Der Medizinische Vorstand der DSO, Prof. Dr. med. Günter Kirste, hingegen hält die Schätzung des realisierbaren Zusatzpotenzials für zu niedrig. „Aus meiner Sicht müssten nicht nur die Fälle in die Analyse des Zusatzpotenzials an Organspendern einbezogen werden, in denen eine Hirntoddiagnostik unterblieb, aber sinnvoll gewesen wäre, sondern auch ein Teil derer, die an Hirnschäden verstorben, aber gar nicht beatmet worden sind“, meint Kirste.

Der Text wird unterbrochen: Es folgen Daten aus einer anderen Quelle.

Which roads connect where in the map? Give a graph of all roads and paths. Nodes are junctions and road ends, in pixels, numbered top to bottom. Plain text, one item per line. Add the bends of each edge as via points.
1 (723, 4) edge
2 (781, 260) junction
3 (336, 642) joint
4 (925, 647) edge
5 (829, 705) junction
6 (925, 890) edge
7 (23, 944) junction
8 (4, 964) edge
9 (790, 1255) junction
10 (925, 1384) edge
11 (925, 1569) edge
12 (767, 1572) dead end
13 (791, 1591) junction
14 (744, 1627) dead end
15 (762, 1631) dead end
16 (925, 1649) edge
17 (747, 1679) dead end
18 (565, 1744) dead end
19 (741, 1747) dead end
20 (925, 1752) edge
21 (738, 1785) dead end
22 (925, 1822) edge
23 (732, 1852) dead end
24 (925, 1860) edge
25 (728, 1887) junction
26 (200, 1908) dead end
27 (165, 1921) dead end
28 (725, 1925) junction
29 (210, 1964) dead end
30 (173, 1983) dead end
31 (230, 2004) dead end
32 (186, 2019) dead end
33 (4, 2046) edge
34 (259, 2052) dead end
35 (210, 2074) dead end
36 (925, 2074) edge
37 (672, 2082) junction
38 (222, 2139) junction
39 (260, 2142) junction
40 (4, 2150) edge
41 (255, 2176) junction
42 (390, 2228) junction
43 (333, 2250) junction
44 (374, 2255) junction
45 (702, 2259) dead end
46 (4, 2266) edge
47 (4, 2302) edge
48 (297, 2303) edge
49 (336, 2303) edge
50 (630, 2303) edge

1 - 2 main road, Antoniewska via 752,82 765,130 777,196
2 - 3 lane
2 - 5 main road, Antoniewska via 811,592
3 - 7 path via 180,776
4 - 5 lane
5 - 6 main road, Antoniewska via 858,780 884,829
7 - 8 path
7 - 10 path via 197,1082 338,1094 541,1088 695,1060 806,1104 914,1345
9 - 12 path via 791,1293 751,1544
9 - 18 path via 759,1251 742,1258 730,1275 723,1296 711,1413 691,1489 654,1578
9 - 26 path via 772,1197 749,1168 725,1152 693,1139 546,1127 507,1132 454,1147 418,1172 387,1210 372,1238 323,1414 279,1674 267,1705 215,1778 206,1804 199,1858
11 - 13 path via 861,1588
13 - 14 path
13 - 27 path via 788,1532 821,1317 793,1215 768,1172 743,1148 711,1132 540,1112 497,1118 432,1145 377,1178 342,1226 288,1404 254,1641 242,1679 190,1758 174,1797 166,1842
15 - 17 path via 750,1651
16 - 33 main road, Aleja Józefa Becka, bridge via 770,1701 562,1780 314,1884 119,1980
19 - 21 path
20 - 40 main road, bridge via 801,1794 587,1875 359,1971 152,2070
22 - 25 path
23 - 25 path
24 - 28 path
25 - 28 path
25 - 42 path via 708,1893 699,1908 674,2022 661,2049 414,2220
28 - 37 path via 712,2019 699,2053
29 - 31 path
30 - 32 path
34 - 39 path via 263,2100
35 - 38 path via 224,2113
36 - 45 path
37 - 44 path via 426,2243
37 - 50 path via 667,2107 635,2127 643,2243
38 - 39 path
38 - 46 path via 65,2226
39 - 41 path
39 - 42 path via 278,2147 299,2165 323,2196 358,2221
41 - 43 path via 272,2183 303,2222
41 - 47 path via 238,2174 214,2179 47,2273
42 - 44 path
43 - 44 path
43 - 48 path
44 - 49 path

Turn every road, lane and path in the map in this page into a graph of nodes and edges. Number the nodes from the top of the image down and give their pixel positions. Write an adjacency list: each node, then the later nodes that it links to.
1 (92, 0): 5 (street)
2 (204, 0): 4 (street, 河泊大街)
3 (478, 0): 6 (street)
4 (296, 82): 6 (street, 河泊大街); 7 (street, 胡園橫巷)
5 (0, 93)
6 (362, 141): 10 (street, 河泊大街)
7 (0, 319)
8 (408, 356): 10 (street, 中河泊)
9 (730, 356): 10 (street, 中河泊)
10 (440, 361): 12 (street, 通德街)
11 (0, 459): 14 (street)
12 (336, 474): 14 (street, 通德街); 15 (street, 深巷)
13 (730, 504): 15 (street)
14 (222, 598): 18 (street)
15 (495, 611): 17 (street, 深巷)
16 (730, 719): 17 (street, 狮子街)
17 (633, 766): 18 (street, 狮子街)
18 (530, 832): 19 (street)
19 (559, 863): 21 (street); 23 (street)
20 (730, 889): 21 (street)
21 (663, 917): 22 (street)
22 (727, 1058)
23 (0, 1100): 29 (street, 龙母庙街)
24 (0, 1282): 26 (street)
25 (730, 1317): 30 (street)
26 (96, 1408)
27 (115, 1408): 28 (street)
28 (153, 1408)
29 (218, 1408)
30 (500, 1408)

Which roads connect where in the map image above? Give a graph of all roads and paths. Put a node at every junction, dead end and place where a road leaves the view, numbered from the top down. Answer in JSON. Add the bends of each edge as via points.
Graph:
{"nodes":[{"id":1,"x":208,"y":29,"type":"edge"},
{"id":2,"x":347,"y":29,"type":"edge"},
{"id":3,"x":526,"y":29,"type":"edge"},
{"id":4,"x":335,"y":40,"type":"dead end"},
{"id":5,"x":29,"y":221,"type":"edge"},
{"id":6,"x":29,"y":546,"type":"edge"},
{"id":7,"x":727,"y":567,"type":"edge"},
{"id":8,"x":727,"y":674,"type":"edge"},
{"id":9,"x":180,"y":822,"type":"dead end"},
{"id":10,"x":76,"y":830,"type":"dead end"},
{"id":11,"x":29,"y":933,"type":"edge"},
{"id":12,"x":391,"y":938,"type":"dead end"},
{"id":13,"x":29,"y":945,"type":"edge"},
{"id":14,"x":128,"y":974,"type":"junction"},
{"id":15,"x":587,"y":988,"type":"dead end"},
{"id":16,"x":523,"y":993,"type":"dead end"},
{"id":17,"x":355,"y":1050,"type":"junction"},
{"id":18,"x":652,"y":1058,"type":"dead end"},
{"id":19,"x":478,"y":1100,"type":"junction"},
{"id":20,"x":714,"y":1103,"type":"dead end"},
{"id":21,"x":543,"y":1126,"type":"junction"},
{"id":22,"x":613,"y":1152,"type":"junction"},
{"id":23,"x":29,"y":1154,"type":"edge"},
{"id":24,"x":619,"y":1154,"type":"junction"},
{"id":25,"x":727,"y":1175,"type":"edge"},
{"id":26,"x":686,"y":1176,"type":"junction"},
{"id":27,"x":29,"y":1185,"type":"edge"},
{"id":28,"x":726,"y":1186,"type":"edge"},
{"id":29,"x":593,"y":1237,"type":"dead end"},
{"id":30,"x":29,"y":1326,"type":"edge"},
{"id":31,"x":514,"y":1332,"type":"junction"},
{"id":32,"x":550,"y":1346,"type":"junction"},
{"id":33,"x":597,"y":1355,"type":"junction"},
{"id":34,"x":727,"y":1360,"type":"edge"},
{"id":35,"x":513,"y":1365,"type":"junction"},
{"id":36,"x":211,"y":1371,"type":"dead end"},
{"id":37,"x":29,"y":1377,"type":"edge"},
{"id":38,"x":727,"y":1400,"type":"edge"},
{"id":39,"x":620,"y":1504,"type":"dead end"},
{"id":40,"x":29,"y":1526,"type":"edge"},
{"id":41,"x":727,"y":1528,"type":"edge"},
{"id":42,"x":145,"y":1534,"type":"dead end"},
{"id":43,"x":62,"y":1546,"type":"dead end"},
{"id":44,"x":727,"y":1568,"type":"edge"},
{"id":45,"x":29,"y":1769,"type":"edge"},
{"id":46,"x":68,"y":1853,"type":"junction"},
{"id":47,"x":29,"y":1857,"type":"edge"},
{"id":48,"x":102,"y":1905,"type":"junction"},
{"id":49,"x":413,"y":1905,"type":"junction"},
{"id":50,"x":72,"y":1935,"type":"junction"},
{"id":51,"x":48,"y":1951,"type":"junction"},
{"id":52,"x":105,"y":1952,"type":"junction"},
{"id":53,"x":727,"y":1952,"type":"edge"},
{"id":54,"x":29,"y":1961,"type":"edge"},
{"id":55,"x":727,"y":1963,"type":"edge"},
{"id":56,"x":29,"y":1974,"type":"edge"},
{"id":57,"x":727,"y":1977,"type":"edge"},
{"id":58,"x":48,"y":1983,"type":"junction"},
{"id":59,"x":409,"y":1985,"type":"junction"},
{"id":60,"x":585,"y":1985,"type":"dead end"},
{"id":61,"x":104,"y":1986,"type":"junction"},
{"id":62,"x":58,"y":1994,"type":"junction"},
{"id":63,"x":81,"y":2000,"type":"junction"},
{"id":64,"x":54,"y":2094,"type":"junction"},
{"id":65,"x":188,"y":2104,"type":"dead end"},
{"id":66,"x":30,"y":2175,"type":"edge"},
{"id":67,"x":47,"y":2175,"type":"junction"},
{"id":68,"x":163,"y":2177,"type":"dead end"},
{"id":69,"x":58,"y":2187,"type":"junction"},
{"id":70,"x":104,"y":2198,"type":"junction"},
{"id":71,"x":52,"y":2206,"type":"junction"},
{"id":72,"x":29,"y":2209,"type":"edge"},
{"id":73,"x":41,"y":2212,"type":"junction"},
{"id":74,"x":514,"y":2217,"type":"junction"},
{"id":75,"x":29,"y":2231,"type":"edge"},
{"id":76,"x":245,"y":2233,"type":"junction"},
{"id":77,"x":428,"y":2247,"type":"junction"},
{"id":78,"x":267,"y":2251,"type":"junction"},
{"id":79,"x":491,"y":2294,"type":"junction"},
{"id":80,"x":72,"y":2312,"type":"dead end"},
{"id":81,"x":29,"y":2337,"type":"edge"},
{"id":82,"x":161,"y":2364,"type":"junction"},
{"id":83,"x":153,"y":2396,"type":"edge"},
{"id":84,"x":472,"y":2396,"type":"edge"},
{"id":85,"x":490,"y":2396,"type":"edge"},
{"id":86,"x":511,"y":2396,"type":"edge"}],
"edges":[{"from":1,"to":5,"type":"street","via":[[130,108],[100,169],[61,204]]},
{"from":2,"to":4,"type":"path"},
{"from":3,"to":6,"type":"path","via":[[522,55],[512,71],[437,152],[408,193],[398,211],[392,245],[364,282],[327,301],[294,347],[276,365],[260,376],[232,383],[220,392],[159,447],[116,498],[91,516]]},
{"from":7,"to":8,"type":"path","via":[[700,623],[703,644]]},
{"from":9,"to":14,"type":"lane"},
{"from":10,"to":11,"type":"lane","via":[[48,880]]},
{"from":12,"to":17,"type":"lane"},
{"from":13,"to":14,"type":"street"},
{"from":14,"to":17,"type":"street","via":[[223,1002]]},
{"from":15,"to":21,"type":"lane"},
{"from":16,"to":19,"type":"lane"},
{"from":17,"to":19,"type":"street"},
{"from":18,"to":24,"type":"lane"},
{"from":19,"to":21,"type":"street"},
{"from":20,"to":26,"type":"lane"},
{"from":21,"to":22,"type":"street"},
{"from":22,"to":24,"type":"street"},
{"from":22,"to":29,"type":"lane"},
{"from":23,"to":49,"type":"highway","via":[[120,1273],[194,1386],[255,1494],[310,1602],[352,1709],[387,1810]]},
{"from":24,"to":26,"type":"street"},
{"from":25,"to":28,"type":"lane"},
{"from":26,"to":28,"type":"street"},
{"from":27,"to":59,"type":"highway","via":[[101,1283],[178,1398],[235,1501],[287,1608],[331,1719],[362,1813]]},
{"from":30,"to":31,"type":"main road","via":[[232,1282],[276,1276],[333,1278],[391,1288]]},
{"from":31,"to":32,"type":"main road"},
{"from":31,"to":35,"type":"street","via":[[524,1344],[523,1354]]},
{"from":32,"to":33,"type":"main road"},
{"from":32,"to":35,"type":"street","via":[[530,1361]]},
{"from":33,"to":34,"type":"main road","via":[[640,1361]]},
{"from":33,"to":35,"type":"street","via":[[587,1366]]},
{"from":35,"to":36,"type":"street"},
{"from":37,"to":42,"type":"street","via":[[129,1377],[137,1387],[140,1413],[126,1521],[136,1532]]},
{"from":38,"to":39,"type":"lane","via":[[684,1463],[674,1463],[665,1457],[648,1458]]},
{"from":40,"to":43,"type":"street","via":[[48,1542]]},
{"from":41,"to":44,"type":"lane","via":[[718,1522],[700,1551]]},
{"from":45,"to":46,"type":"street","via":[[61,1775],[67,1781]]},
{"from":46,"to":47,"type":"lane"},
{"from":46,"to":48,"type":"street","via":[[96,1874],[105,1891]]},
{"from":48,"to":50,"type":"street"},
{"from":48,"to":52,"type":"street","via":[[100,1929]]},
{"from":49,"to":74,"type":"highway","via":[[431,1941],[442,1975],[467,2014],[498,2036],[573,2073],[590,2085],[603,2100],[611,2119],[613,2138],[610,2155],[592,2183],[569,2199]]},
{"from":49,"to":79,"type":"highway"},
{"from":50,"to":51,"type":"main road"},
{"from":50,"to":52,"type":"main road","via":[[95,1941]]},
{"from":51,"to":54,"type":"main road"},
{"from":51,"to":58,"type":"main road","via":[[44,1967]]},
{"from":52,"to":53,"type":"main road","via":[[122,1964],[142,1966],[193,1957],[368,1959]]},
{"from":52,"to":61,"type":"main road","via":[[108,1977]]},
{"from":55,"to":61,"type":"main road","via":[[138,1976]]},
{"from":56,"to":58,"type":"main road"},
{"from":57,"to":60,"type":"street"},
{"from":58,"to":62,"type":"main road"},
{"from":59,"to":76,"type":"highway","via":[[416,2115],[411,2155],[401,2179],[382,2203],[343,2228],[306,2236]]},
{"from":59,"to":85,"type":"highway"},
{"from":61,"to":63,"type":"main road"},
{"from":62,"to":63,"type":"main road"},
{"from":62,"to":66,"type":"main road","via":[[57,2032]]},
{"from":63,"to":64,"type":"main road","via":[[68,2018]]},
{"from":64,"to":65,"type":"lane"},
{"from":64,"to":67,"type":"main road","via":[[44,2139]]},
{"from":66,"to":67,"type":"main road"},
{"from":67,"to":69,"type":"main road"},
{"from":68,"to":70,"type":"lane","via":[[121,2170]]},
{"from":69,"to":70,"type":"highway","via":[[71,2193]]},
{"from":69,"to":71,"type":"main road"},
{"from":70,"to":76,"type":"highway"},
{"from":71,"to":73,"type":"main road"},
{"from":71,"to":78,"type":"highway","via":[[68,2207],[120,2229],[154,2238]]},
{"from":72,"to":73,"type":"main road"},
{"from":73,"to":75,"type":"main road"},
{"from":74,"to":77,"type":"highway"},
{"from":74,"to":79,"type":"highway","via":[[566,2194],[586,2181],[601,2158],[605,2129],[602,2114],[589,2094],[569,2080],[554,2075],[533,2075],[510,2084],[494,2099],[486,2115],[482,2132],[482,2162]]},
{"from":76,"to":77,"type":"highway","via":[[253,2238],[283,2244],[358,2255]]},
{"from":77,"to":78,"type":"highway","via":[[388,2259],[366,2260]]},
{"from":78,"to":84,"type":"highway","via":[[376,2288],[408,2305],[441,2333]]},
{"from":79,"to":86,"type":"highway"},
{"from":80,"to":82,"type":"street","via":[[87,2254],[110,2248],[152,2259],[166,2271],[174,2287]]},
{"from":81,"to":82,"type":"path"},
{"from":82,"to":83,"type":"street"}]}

Seine Hypothese: Ärzte entscheiden teilweise vorzeitig, auf eine intensivmedizinische Therapie mit Beatmung zu verzichten; meist, weil die Angehörigen dies nicht wünschen oder weil der Patientenwille entsprechend interpretiert werde. Möglicherweise werde hier gelegentlich auch der Wille zur Organspende übergangen. „Es gibt einen zunehmenden Trend zur Behandlungsbegrenzung. So könnte die von vielen als paradox empfundene Situation eintreten, dass potenzielle Spender besser vor einem vorzeitigen Therapieabbruch geschützt sind als Menschen, die Organspende für sich ablehnen.“ Tatsächlich nennt der Zwischenbericht – außer einer fehlenden Zustimmung zur Organentnahme – die Therapielimitierung als einen wesentlichen Grund dafür, dass es nicht zu einer Abklärung der Organspende oder einer Organentnahme komme: Ein Drittel der Projektkrankenhäuser gab an, dies komme häufig vor. Gerade bei infauster Prognose und schwerer Hirnschädigung lehnen viele Patienten oder Angehörige bestimmte intensivtherapeutische Maßnahmen ab, so dass eine Indikation zur Hirntoddiagnostik gar nicht gestellt werden kann. Wenn ein Überleben vermutlich nur mit schwerer geistiger oder körperlicher Behinderung möglich wäre, bezweifeln vor allem betagte oder multimorbide Patienten den Sinn der Weiterbehandlung. Oft wird dann mit Angehörigen über Organspende gar nicht gesprochen.

Kapazitätsprobleme

Auch knappe Beatmungsplätze und Personalmangel werden als mögliche Ursachen genannt, warum Organspende nicht realisiert wird: Circa zehn Prozent der Projektkrankenhäuser hatten auf allen oder vielen Intensivstationen Kapazitätsprobleme bei der Beatmung, fast ein Viertel auf einigen Intensivstationen. Und im Mittel waren 2,5 Arztstellen und 10,1 Pflegestellen in Intensivbereichen unbesetzt. „Die DSO kann erst dann mit ihren Koordinatoren aushelfen, wenn der Hirntod festgestellt ist“, sagt Kirste. Denn um Interessenkollisionen zu vermeiden, schreibt der Gesetzgeber eine Trennung von Aufgaben und Zuständigkeiten vor und nach der Feststellung des Hirntods vor. Ob man bei der Novellierung des Gesetzes von diesem Prinzip abweichen wird, ist fraglich.

2012 soll die Inhousekoordination nach Angaben von Günter Kirste weitergeführt werden: Ihre Finanzierung sei gesichert.